How to write a test case for this

Question

I have been asked to remove the stack overflow exception that occurs on running the following code - when heavy data is supplied. That is all I am told. Sadly, I am not sure how I can write a junit test case around it as I dont really understand what is happening here. Could some one help me understand this :

public interface FolderMaster<T, U>{        
U foldIt(U u, Queue<T> list, FunctionBi<T,U,U> bidi);    
}

public interface FunctionBi<T, U, R>{        
R applyIt(T t, U u);    
}

public class CommonFolder<T, U> implements FolderMaster<T, U>{
    public U foldIt(U u, Queue<T> ts, FunctionBi<T, U, U> bidi){
        if(u == null || ts == null || bidi == null)
            throw new IllegalArgumentException();

        if (ts.isEmpty()) {
            return u;
        }

        return foldIt(bidi.applyIt(ts.poll(), u), ts, bidi);
       }
}

Since the FunctionBi is closely matching java.util.functoin.BiFunction I looked up the java doc, but it just has an interface method apply. Are there any classes which demonstrate the usage of this class ? I guess am just lost with understanding how the code above works.

Answer 1

As I posted in the comment this basically is a well know function "fold" from functional programming.

What is fold? It's called fold because it "folds" a given data structure using some base value and some function. In your case the data structure to be folded is the Queue. The base value is the first argument of foldIt (u), the bidi function is the function that will tell you how to fold it. It's generalized using 3 types because it takes in 2 types and computes a result of the 3rd type.

Ok, what? Very basic example of folding would be:

u = 1;

queue = (2,3,4)

bidi(t,u) = return (t+u)

Here first foldIt(u, queue, bidi) would add 1+2=3 and then call foldIt(3,(3,4),bidi). So as you can see the base value of the next step is the result of the previous step's bidi. It goes on till there are elements to be folded and returns the accumulated (folded) value.

The problem: Now the problem here is that someone tried to implement it in a functional fashion on the JVM which does not fully support functional style programming (even in Java8). Well ok the JVM does support it (for instance Scala does it), but Java does not support it (for reasons which aren't necessarily good).

Because the return statement is a call to the foldIt() method and nothing more this is called a tail recursion. Tail recursions are nice because you do not need a new stack frame for each new call, you can reuse the current stack frame as there are no local variables that have to be persisted during the recursion.

Unfortunately Java does not support tail-call optimization and it will create a new stack frame for each invocation of foldIt().

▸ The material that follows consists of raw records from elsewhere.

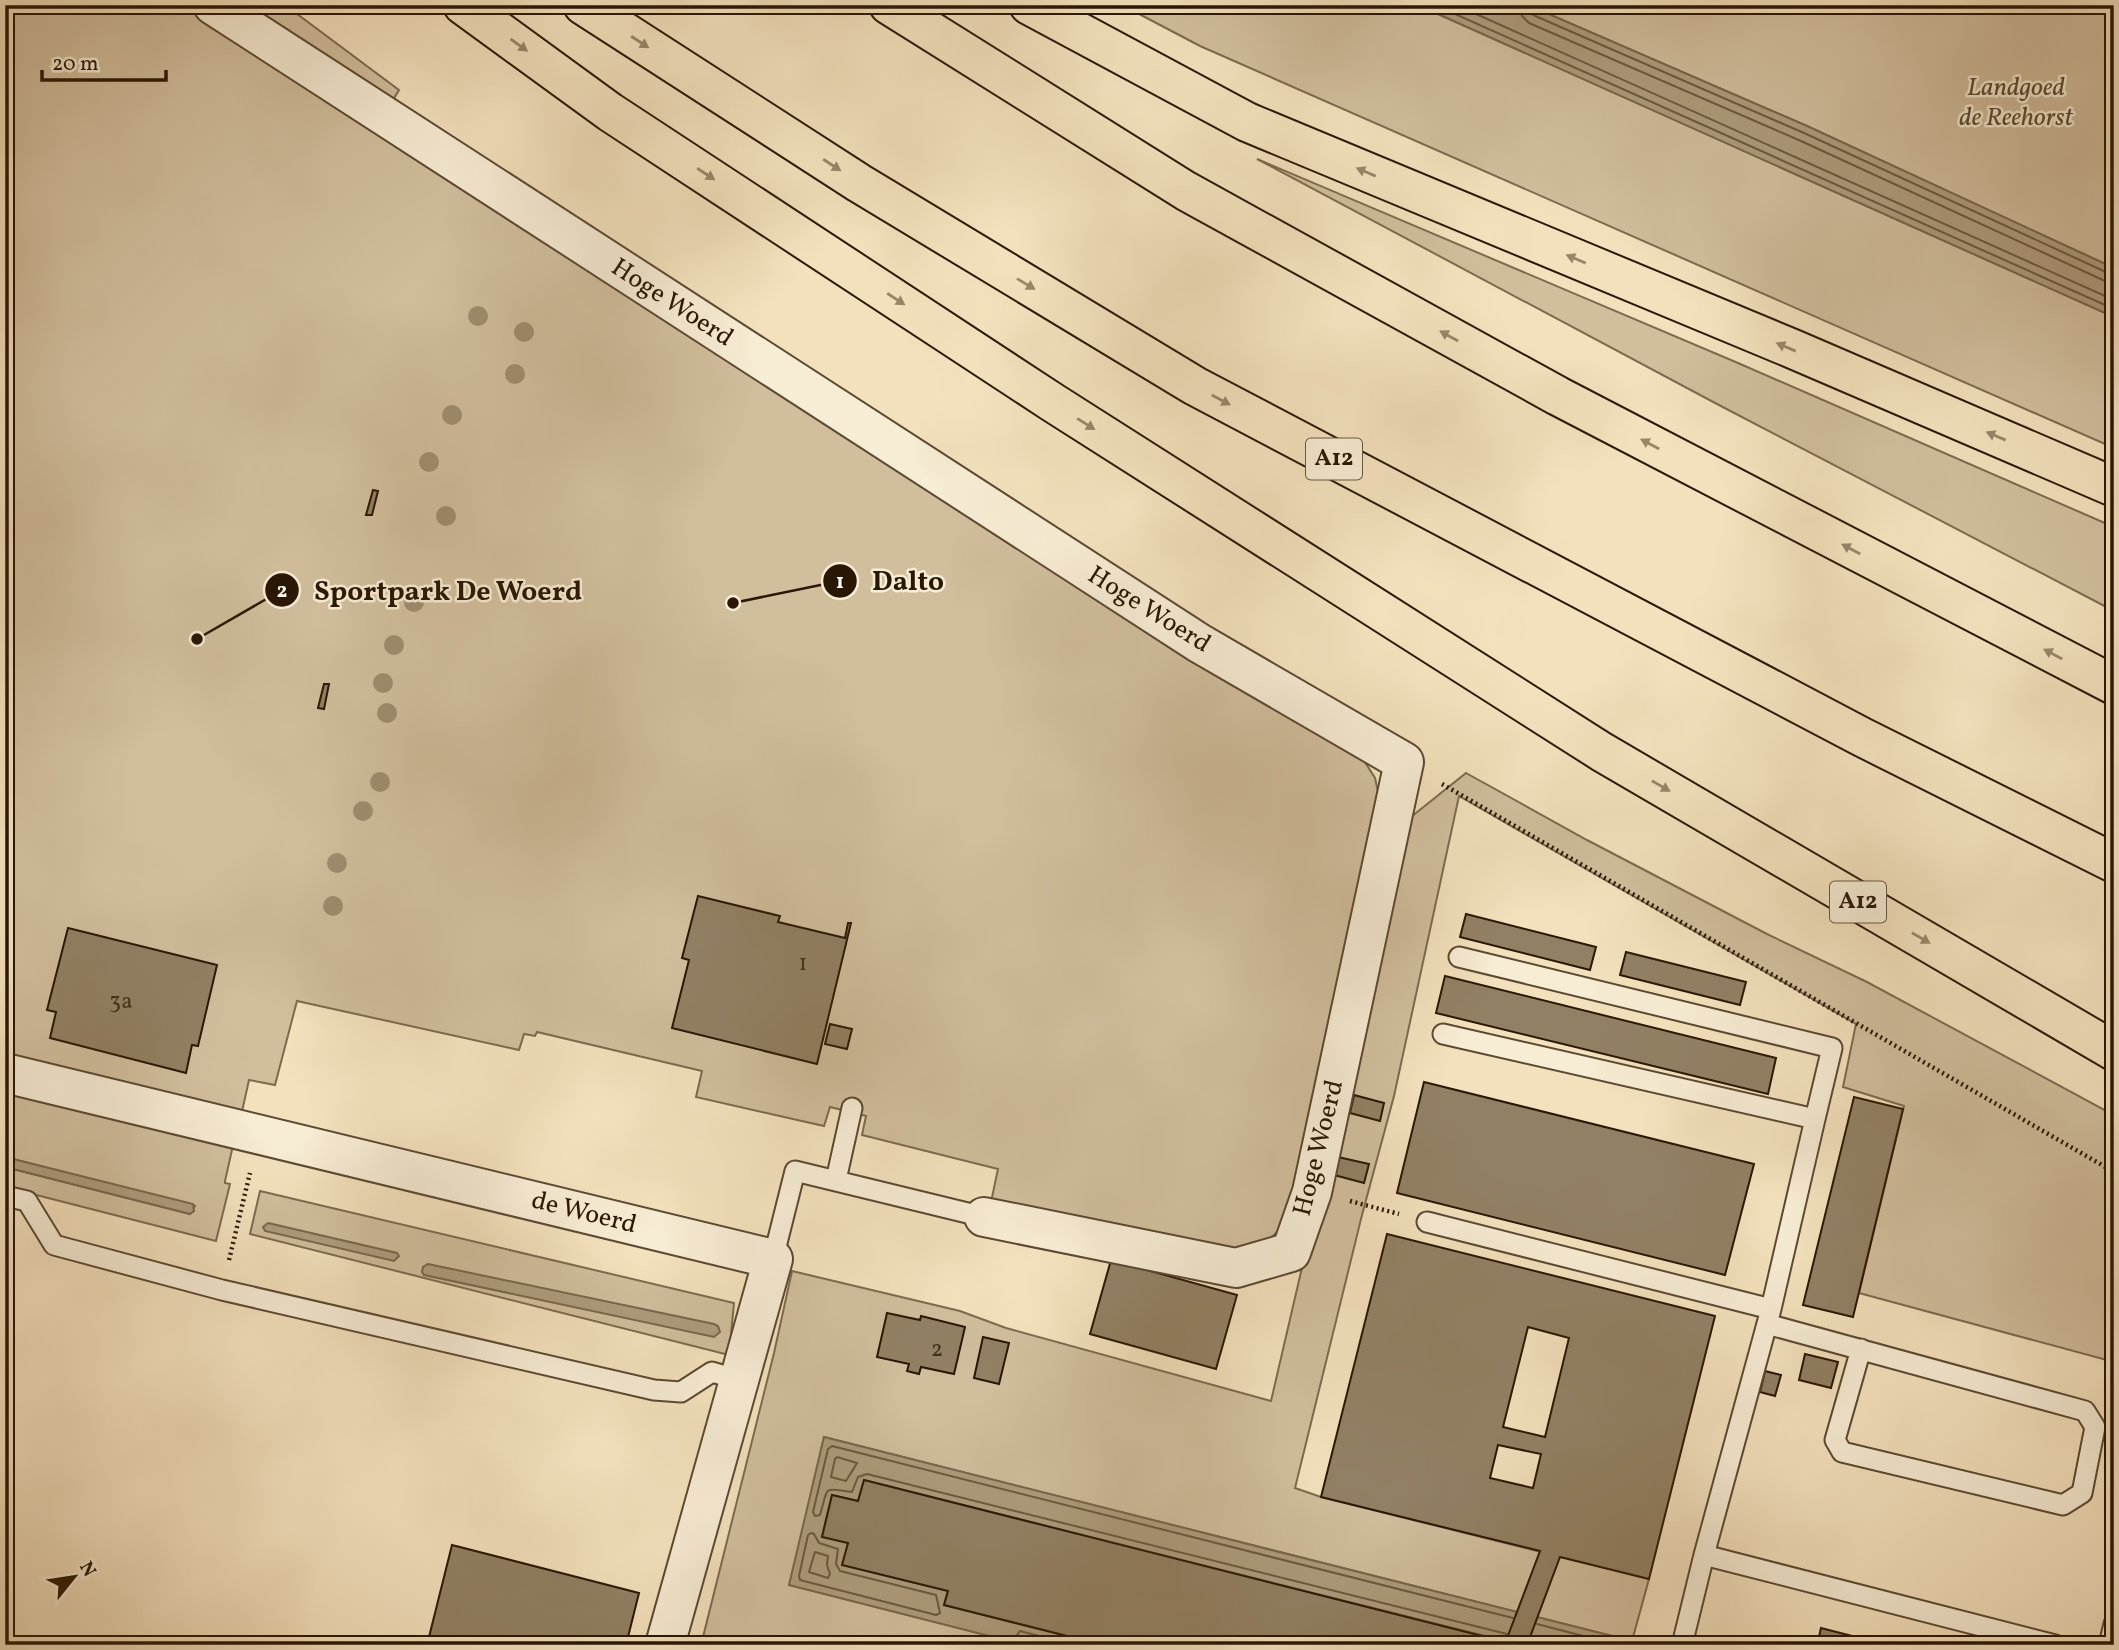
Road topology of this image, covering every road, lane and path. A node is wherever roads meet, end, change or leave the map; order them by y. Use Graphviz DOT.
graph roads {
  1 [pos="213,5"];
  2 [pos="463,5"];
  3 [pos="583,5"];
  4 [pos="889,5"];
  5 [pos="1029,5"];
  6 [pos="2114,487"];
  7 [pos="2114,685"];
  8 [pos="1404,762"];
  9 [pos="2114,863"];
  10 [pos="1459,957"];
  11 [pos="1443,1034"];
  12 [pos="2114,1051"];
  13 [pos="5,1073"];
  14 [pos="852,1108"];
  15 [pos="1815,1119"];
  16 [pos="259,1135"];
  17 [pos="2114,1172"];
  18 [pos="836,1180"];
  19 [pos="5,1196"];
  20 [pos="984,1217"];
  21 [pos="1427,1223"];
  22 [pos="773,1259"];
  23 [pos="222,1290"];
  24 [pos="1769,1316"];
  25 [pos="1861,1349"];
  26 [pos="739,1380"];
  27 [pos="1704,1555"];
  28 [pos="2114,1624"];
  29 [pos="665,1645"];
  30 [pos="1682,1645"];
  31 [pos="2055,1645"];
  32 [pos="2109,1645"];
  1 -- 8 [label="street, Hoge Woerd"];
  2 -- 12 [label="highway, A12, one-way"];
  3 -- 9 [label="highway, A12, one-way"];
  7 -- 4 [label="highway, one-way"];
  6 -- 5 [label="highway, one-way"];
  8 -- 17 [label="path"];
  8 -- 20 [label="street, Hoge Woerd"];
  10 -- 15 [label="lane"];
  11 -- 15 [label="lane"];
  13 -- 16 [label="street, de Woerd"];
  14 -- 18 [label="lane"];
  15 -- 24 [label="lane"];
  16 -- 22 [label="street, de Woerd"];
  16 -- 23 [label="path"];
  18 -- 20 [label="lane"];
  18 -- 22 [label="lane"];
  19 -- 23 [label="lane"];
  21 -- 24 [label="lane"];
  22 -- 26 [label="street"];
  23 -- 26 [label="lane"];
  24 -- 25 [label="lane"];
  24 -- 27 [label="lane"];
  25 -- 25 [label="lane"];
  26 -- 29 [label="street"];
  27 -- 30 [label="lane"];
  27 -- 31 [label="lane"];
  28 -- 32 [label="lane"];
}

The solution to this problem was already posted by @Tassos Bassoukos and you simply need to replace the recursive invocation to foldIt() with an iteration. How is it done usually? Well basically what the computer does when you use recursion (or any method invocation) is it creates a new stack frame for each invocation that holds information about it (local variables, some pointers etc.) and push it to the current stack of execution. So to overcome this you can make an iteration and push needed values onto your own stack, that might save you some space (you dont need to store pointers required by the computer to know to where in the memory it needs to go back from the recursive call etc.). In this case (tail recursion) it's even better because you have no local variables and you can skip the stack! Something like this:

public class CommonFolder<T, U> implements FolderMaster<T, U>{
    public U foldIt(U u, Queue<T> ts, FunctionBi<T, U, U> bidi){
        if(u == null || ts == null || bidi == null)
            throw new IllegalArgumentException();

        while (!ts.isEmpty()) {
            u = bidi.applyIt(ts.poll(), u);
        }

        return u;
    }
}

Here you are not invoking anything recursively so you won't have too many new stack frames (well only a constant amount for isEmpty() and applyIt()) and no stackoverflow.

Answer 2

Manual tail-call elimination; you need to convert the recursion into a loop; covered in any CS degree.